2018-08-30

They say what doesn't kill you makes you stronger. That is, if it doesn't tear your soul apart beyond repair.
 
Ironically, very often beauty derives from pain. I think of art of different kinds; music, painting, dances and poetry. Why is that? Why do I get the urge to write and to draw and to sing (although not dance, cause I can't dance) when I feel blue? And it makes me wonder how tormented God must have been when he created the world. He must have felt endlessly lonely in order to come up with the idea of this planet and life upon it. 
 
When I was younger and I fell into the void of unhap events, I'd comfort myself by seeking the little lights. You know, even if my family quarrelled a lot, I'd think to myself at least I had good friends, good health, good grades. There would always be something there to be grateful for. Always. Because as God shut the door he will leave a window opened. I was a firm believer of that.
 
Well, now. I feel like I have ran out of lights. I know that is probably not the case, how could it? But I do feel as if I have reached the bottom of the well. And as I gaze so desparately towards the far above opening for any signs of hope I find only perpetual darkness.
 
I look back, at pretty joyous memories and I rely on their feeble forms to survive the night. I'd like to dream, but the ability to dream has been thieved from me. And so I can only reminisce and grasp the ghost strands of the past. But nothing in the past can help me. It is passé. Finito. Over. What can only help me is change, and I have always been terrified of the element of change. So unpredictable and incontrollable.
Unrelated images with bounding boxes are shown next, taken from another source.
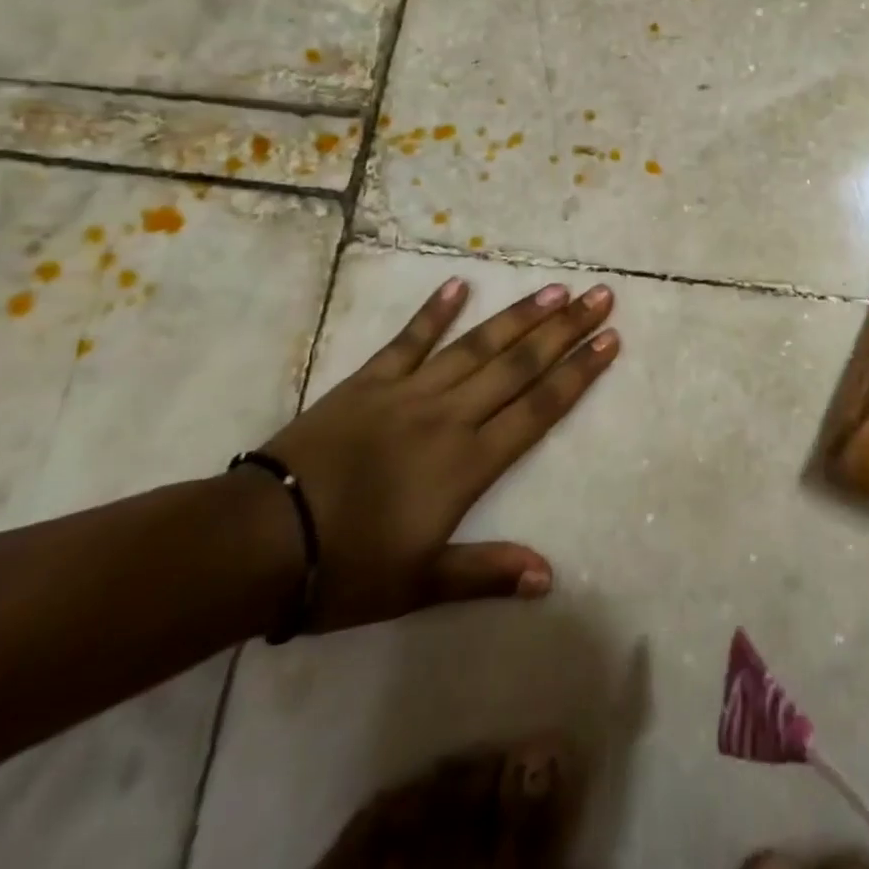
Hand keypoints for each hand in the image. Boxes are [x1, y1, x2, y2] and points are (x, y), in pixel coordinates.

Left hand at [260, 276, 618, 632]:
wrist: (257, 542)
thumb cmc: (344, 569)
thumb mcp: (419, 585)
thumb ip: (486, 574)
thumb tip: (549, 577)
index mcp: (467, 463)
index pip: (539, 408)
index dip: (578, 372)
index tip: (610, 339)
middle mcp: (449, 416)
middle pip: (519, 365)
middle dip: (564, 329)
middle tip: (600, 296)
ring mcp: (408, 392)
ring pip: (476, 345)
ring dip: (519, 316)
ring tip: (555, 289)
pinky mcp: (368, 382)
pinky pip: (408, 339)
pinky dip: (434, 311)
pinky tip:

I don't like it one bit.
 
Funny thing is, you can shiver and doubt however much you'd like and however long you'd like, but sooner or later the circumstances will push you over. Change is part of life, whether we like it or not.
 
 
I convince myself that this unremitting darkness is nothing to be afraid of. It can only get so dark. And in this darkness I can now only seek light. I can only find light.